WORK TASK - From the line containing "Left hand at" to the end of the entries, return every line exactly, both ends included, and add nothing.

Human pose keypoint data
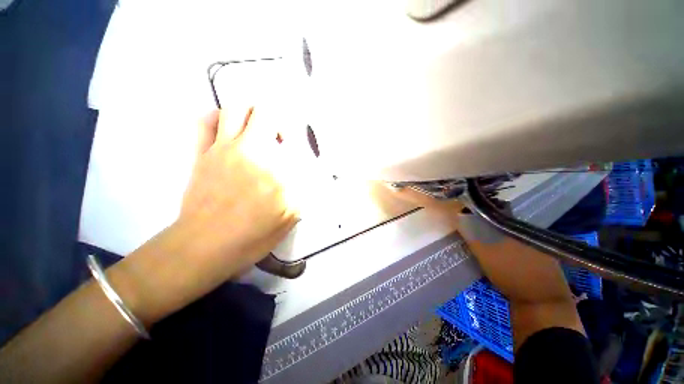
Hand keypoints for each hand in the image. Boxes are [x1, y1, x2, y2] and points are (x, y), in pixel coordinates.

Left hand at [180, 107, 298, 274]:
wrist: (204, 246)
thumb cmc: (250, 238)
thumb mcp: (288, 221)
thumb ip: (301, 196)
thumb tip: (303, 180)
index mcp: (277, 173)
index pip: (295, 146)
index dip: (299, 149)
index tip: (297, 161)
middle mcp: (253, 154)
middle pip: (266, 114)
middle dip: (278, 123)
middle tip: (280, 140)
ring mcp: (223, 150)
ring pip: (237, 109)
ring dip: (252, 114)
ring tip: (257, 131)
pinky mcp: (202, 154)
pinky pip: (206, 122)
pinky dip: (218, 118)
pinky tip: (228, 129)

RESPONSE TO THIS EXERCISE -
Left hand at [180, 107, 298, 274]:
wrist: (204, 246)
thumb cmc: (250, 238)
thumb mcp: (288, 221)
thumb ip: (301, 196)
thumb tip: (303, 180)
index mcp: (277, 173)
index pip: (295, 146)
index dip: (299, 149)
index tip: (297, 161)
middle mcp: (253, 154)
middle pip: (266, 114)
middle dip: (278, 123)
middle tip: (280, 140)
ring mcp: (223, 150)
ring pip: (237, 109)
ring dip: (252, 114)
ring tip: (257, 131)
pinky mcp: (202, 154)
pinky pip: (206, 122)
pinky dip: (218, 118)
pinky tip: (228, 129)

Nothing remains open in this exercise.